ASSIGNMENT
Report the count of lines in the records below that hold the word "Kennerley", omitting everything but the number.

═════ DATASET ═════

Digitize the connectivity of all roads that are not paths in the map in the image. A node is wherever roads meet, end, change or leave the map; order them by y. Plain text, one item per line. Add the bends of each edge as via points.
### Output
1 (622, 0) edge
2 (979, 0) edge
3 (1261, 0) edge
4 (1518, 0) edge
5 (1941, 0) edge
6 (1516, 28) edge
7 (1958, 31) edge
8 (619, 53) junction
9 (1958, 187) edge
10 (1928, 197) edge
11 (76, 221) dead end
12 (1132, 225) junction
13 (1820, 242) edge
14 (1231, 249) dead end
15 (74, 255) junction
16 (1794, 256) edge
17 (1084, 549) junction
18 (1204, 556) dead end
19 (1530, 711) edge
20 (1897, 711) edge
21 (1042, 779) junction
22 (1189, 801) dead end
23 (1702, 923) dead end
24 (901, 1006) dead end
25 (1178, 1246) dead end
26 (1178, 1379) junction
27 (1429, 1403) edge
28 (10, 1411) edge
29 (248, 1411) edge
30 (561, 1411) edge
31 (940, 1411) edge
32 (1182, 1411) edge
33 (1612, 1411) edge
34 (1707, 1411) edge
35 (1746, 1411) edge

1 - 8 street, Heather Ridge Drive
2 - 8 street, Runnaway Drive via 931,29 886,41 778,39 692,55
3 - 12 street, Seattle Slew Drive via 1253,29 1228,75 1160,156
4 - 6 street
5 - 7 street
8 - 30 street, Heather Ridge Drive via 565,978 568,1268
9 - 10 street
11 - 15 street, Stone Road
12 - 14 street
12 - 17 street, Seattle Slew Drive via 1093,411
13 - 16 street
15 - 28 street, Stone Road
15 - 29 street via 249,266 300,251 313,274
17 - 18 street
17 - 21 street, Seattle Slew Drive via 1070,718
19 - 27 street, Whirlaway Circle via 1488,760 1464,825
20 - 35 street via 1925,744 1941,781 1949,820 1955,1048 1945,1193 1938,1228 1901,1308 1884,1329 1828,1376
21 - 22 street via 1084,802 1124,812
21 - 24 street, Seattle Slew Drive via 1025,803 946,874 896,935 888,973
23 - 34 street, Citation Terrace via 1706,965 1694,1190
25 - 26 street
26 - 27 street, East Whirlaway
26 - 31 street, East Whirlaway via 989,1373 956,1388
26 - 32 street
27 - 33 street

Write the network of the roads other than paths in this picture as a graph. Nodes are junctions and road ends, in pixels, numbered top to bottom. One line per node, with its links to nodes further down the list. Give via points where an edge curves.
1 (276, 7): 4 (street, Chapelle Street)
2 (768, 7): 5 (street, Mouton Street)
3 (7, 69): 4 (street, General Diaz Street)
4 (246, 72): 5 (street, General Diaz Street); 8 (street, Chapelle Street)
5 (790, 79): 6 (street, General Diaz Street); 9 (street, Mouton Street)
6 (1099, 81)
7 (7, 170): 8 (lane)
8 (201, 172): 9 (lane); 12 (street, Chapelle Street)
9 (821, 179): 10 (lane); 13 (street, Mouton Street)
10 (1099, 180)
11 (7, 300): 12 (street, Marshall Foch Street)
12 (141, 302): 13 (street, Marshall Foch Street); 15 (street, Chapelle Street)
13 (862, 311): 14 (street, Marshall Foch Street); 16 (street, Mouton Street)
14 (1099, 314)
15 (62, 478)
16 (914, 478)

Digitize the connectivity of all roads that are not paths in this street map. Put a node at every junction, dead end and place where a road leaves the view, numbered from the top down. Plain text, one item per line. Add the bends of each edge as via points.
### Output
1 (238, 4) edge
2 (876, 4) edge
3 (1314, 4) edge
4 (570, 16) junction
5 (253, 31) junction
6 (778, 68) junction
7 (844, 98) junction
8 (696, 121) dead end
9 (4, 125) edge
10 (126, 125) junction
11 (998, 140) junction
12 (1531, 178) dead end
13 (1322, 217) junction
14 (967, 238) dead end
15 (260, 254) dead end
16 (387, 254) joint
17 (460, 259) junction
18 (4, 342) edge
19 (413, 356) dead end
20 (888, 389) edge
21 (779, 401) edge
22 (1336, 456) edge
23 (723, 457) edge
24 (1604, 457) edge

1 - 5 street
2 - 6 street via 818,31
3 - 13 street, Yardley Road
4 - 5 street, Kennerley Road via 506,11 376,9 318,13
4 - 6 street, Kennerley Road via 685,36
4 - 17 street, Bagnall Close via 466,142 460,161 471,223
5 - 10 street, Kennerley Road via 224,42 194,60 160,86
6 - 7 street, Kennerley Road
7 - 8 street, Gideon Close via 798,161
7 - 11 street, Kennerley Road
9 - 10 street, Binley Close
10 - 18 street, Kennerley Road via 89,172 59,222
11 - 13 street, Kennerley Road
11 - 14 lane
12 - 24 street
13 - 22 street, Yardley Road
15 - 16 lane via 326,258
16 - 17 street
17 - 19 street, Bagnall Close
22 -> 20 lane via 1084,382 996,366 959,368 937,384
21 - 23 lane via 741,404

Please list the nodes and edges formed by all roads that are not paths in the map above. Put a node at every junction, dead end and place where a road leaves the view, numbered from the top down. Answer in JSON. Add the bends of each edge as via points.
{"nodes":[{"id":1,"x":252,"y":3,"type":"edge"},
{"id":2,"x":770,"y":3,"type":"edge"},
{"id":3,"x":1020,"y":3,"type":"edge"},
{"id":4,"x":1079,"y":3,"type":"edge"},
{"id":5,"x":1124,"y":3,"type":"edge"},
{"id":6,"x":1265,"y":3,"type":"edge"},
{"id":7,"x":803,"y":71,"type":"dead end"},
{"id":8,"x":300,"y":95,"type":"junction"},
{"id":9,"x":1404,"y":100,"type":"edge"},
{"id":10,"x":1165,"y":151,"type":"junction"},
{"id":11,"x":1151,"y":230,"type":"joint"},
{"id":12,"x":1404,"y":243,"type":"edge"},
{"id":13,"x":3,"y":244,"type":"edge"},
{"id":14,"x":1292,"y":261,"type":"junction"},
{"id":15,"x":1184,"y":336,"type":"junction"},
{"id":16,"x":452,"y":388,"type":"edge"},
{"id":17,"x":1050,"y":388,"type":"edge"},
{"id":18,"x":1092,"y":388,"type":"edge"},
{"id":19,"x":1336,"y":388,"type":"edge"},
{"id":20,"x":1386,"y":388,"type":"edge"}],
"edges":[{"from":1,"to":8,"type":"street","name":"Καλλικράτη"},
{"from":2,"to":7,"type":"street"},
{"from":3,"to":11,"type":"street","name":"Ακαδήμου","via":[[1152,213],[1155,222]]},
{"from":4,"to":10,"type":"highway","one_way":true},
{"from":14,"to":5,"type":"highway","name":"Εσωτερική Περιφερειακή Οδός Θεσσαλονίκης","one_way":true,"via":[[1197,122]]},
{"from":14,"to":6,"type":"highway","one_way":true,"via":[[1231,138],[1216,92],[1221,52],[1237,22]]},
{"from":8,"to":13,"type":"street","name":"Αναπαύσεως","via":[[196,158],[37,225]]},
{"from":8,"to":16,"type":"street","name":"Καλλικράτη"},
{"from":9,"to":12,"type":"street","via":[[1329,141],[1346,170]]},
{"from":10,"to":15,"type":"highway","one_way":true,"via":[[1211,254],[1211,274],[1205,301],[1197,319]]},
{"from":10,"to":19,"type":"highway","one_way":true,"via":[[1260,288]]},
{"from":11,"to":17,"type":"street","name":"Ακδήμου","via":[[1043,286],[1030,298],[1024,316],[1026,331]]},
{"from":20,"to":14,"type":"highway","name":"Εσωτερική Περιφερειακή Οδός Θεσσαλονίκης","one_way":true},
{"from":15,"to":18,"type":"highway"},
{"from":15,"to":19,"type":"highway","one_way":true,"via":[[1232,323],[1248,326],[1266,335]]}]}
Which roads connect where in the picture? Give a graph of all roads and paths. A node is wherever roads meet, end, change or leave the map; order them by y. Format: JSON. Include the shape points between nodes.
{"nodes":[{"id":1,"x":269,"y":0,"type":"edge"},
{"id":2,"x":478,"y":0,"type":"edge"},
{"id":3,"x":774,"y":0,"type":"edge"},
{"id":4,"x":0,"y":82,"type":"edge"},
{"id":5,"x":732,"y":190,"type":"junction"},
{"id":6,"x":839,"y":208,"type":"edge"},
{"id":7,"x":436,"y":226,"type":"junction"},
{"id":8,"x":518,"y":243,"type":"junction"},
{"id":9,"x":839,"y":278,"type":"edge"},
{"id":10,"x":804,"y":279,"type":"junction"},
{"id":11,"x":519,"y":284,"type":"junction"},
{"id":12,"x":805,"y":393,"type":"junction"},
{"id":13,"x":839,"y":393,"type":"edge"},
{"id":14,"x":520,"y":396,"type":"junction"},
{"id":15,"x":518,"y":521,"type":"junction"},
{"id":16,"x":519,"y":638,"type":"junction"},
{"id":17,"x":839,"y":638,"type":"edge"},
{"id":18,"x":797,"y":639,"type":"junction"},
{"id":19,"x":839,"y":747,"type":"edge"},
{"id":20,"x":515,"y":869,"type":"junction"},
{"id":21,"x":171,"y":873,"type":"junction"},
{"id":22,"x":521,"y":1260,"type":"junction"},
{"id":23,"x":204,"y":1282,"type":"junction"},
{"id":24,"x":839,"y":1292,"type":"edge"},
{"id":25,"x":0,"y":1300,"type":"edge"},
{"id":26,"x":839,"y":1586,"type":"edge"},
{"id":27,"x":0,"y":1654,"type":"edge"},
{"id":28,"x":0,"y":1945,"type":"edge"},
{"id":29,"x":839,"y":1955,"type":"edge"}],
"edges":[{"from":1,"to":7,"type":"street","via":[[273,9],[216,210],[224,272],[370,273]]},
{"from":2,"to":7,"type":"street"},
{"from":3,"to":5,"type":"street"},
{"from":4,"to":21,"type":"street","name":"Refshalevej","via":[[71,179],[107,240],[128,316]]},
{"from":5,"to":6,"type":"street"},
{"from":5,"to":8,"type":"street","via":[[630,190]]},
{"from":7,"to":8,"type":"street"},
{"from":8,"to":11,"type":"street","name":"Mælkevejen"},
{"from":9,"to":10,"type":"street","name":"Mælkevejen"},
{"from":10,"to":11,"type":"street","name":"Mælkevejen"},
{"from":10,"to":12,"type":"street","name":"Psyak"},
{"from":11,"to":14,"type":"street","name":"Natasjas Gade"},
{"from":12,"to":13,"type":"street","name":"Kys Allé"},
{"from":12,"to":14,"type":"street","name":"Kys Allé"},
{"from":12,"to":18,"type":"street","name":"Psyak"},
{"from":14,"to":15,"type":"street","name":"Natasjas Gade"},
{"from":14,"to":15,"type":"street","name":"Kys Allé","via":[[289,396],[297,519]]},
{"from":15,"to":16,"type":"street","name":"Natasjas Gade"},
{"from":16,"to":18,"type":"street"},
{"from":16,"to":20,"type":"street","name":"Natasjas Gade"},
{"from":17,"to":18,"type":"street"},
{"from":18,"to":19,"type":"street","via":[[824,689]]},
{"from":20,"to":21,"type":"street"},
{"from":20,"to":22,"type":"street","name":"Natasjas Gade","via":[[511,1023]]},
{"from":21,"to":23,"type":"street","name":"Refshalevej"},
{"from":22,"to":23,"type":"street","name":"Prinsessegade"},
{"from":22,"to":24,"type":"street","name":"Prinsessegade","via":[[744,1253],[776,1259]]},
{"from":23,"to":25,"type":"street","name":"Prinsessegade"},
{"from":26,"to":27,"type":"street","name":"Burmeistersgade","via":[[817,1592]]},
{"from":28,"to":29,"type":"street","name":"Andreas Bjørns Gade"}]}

═════

ANSWER SPACE
7